===== PROVIDED DATA =====

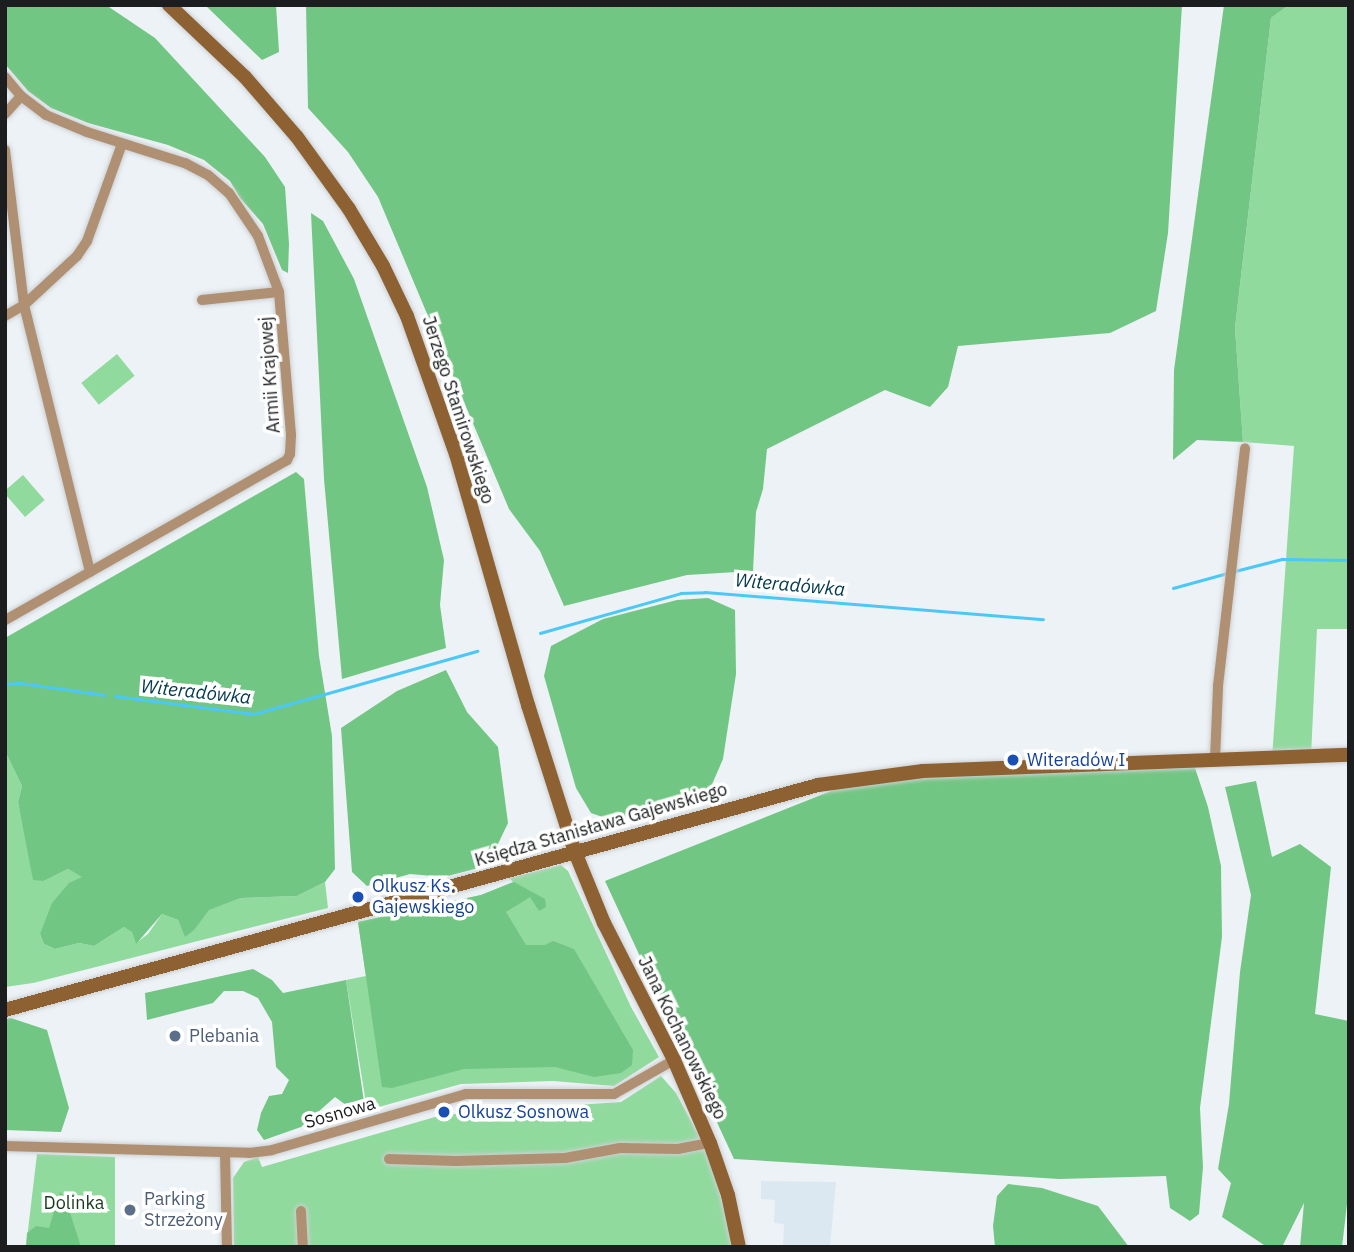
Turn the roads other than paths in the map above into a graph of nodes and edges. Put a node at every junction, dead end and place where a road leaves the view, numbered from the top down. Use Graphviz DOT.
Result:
graph roads {
  1 [pos="170,5"];
  2 [pos="5,77"];
  3 [pos="21,96"];
  4 [pos="5,114"];
  5 [pos="122,144"];
  6 [pos="5,150"];
  7 [pos="279,292"];
  8 [pos="202,300"];
  9 [pos="24,305"];
  10 [pos="5,316"];
  11 [pos="1245,449"];
  12 [pos="90,572"];
  13 [pos="5,620"];
  14 [pos="1349,755"];
  15 [pos="1215,759"];
  16 [pos="576,852"];
  17 [pos="5,1010"];
  18 [pos="674,1060"];
  19 [pos="710,1143"];
  20 [pos="5,1146"];
  21 [pos="225,1153"];
  22 [pos="389,1159"];
  23 [pos="302,1212"];
  24 [pos="227,1247"];
  25 [pos="303,1247"];
  26 [pos="739,1247"];
  1 -- 16 [label="street, Jerzego Stamirowskiego"];
  2 -- 3 [label="street, Armii Krajowej"];
  3 -- 4 [label="street"];
  3 -- 5 [label="street, Armii Krajowej"];
  5 -- 7 [label="street, Armii Krajowej"];
  5 -- 9 [label="street"];
  6 -- 9 [label="street"];
  7 -- 8 [label="street"];
  7 -- 12 [label="street, Armii Krajowej"];
  9 -- 10 [label="street"];
  9 -- 12 [label="street"];
  11 -- 15 [label="street"];
  12 -- 13 [label="street, Armii Krajowej"];
  14 -- 15 [label="street, Księdza Stanisława Gajewskiego"];
  15 -- 16 [label="street, Księdza Stanisława Gajewskiego"];
  16 -- 17 [label="street, Księdza Stanisława Gajewskiego"];
  16 -- 18 [label="street, Jana Kochanowskiego"];
  18 -- 19 [label="street, Jana Kochanowskiego"];
  18 -- 21 [label="street, Sosnowa"];
  19 -- 22 [label="street"];
  19 -- 26 [label="street, Jana Kochanowskiego"];
  20 -- 21 [label="street, Sosnowa"];
  21 -- 24 [label="street"];
  23 -- 25 [label="street"];
}
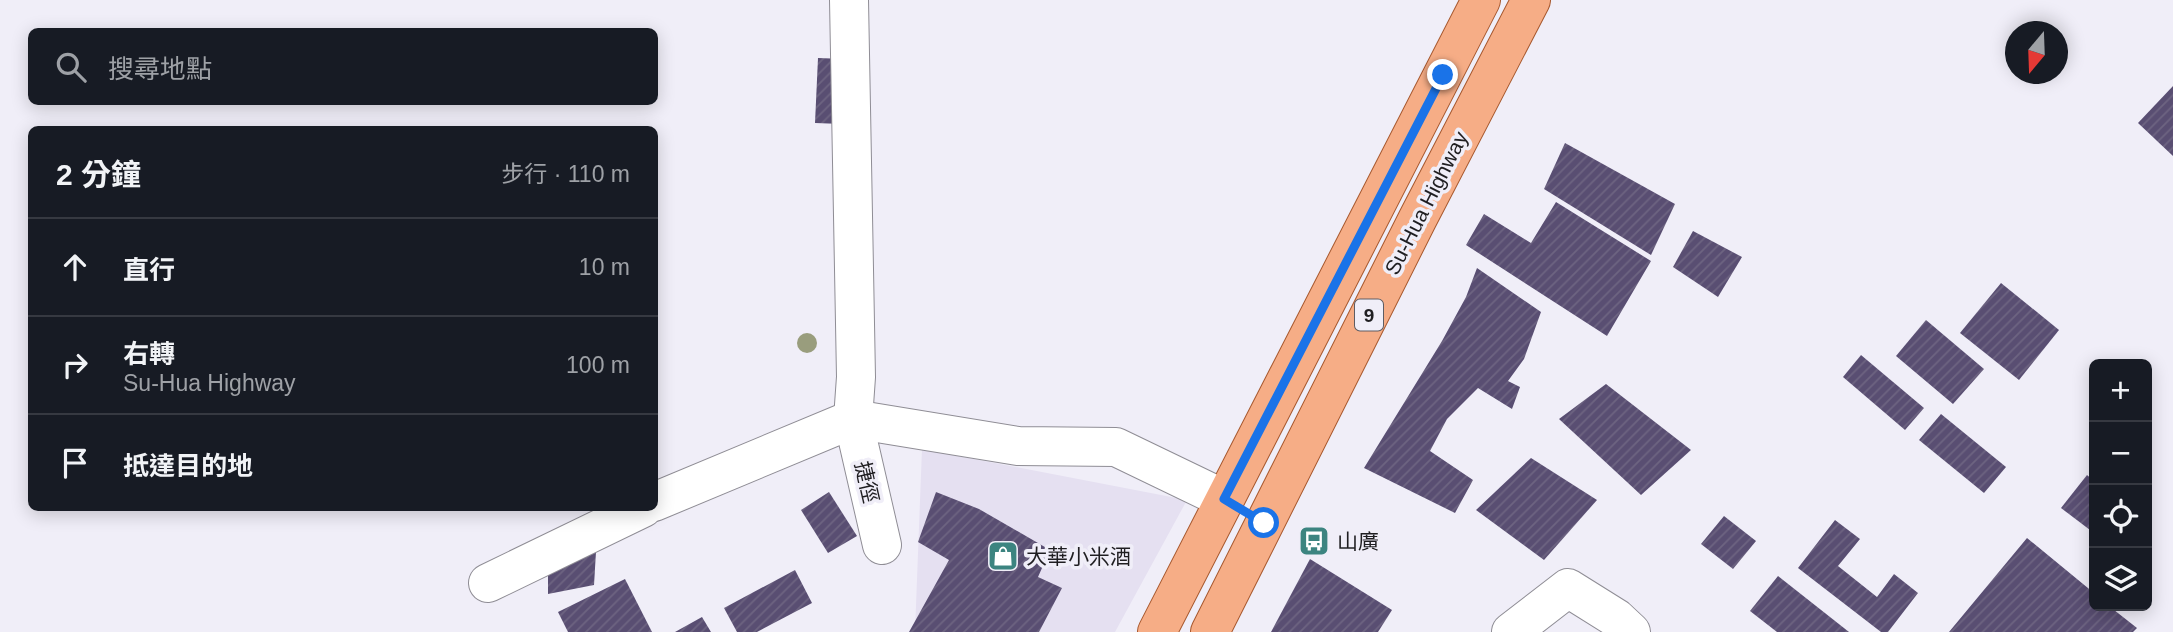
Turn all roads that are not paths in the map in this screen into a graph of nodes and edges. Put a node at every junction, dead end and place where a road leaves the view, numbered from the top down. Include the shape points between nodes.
1 (849, 0) edge
2 (1481, 0) edge
3 (1531, 0) edge
4 (1443, 75) junction
5 (1483, 94) junction
6 (853, 419) junction
7 (1224, 499) junction
8 (658, 500) edge
9 (637, 511) edge
10 (1264, 523) junction
11 (882, 545) dead end
12 (488, 583) dead end
13 (1157, 632) edge
14 (1210, 632) edge
15 (1511, 632) edge
16 (1630, 632) edge

1 - 6 street, 捷徑
2 - 4 main road, Su-Hua Highway / 9
3 - 5 main road, Su-Hua Highway / 9
4 - 5 main road
4 - 7 main road, Su-Hua Highway / 9
5 - 10 main road, Su-Hua Highway / 9
6 - 7 street via 1018,446 1116,447
6 - 8 street
6 - 11 street, 捷徑
7 - 10 main road
7 - 13 main road, Su-Hua Highway / 9
9 - 12 street
10 - 14 main road, Su-Hua Highway / 9
15 - 16 street via 1569,587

=====

TASK GOAL - The entries are to be restated word for word, with pictures omitted.

RESPONSE AREA -
Turn the roads other than paths in the map above into a graph of nodes and edges. Put a node at every junction, dead end and place where a road leaves the view, numbered from the top down. Use Graphviz DOT.
Result:
graph roads {
  1 [pos="170,5"];
  2 [pos="5,77"];
  3 [pos="21,96"];
  4 [pos="5,114"];
  5 [pos="122,144"];
  6 [pos="5,150"];
  7 [pos="279,292"];
  8 [pos="202,300"];
  9 [pos="24,305"];
  10 [pos="5,316"];
  11 [pos="1245,449"];
  12 [pos="90,572"];
  13 [pos="5,620"];
  14 [pos="1349,755"];
  15 [pos="1215,759"];
  16 [pos="576,852"];
  17 [pos="5,1010"];
  18 [pos="674,1060"];
  19 [pos="710,1143"];
  20 [pos="5,1146"];
  21 [pos="225,1153"];
  22 [pos="389,1159"];
  23 [pos="302,1212"];
  24 [pos="227,1247"];
  25 [pos="303,1247"];
  26 [pos="739,1247"];
  1 -- 16 [label="street, Jerzego Stamirowskiego"];
  2 -- 3 [label="street, Armii Krajowej"];
  3 -- 4 [label="street"];
  3 -- 5 [label="street, Armii Krajowej"];
  5 -- 7 [label="street, Armii Krajowej"];
  5 -- 9 [label="street"];
  6 -- 9 [label="street"];
  7 -- 8 [label="street"];
  7 -- 12 [label="street, Armii Krajowej"];
  9 -- 10 [label="street"];
  9 -- 12 [label="street"];
  11 -- 15 [label="street"];
  12 -- 13 [label="street, Armii Krajowej"];
  14 -- 15 [label="street, Księdza Stanisława Gajewskiego"];
  15 -- 16 [label="street, Księdza Stanisława Gajewskiego"];
  16 -- 17 [label="street, Księdza Stanisława Gajewskiego"];
  16 -- 18 [label="street, Jana Kochanowskiego"];
  18 -- 19 [label="street, Jana Kochanowskiego"];
  18 -- 21 [label="street, Sosnowa"];
  19 -- 22 [label="street"];
  19 -- 26 [label="street, Jana Kochanowskiego"];
  20 -- 21 [label="street, Sosnowa"];
  21 -- 24 [label="street"];
  23 -- 25 [label="street"];
}
Turn all roads that are not paths in the map in this screen into a graph of nodes and edges. Put a node at every junction, dead end and place where a road leaves the view, numbered from the top down. Include the shape points between nodes.
1 (849, 0) edge
2 (1481, 0) edge
3 (1531, 0) edge
4 (1443, 75) junction
5 (1483, 94) junction
6 (853, 419) junction
7 (1224, 499) junction
8 (658, 500) edge
9 (637, 511) edge
10 (1264, 523) junction
11 (882, 545) dead end
12 (488, 583) dead end
13 (1157, 632) edge
14 (1210, 632) edge
15 (1511, 632) edge
16 (1630, 632) edge

1 - 6 street, 捷徑
2 - 4 main road, Su-Hua Highway / 9
3 - 5 main road, Su-Hua Highway / 9
4 - 5 main road
4 - 7 main road, Su-Hua Highway / 9
5 - 10 main road, Su-Hua Highway / 9
6 - 7 street via 1018,446 1116,447
6 - 8 street
6 - 11 street, 捷徑
7 - 10 main road
7 - 13 main road, Su-Hua Highway / 9
9 - 12 street
10 - 14 main road, Su-Hua Highway / 9
15 - 16 street via 1569,587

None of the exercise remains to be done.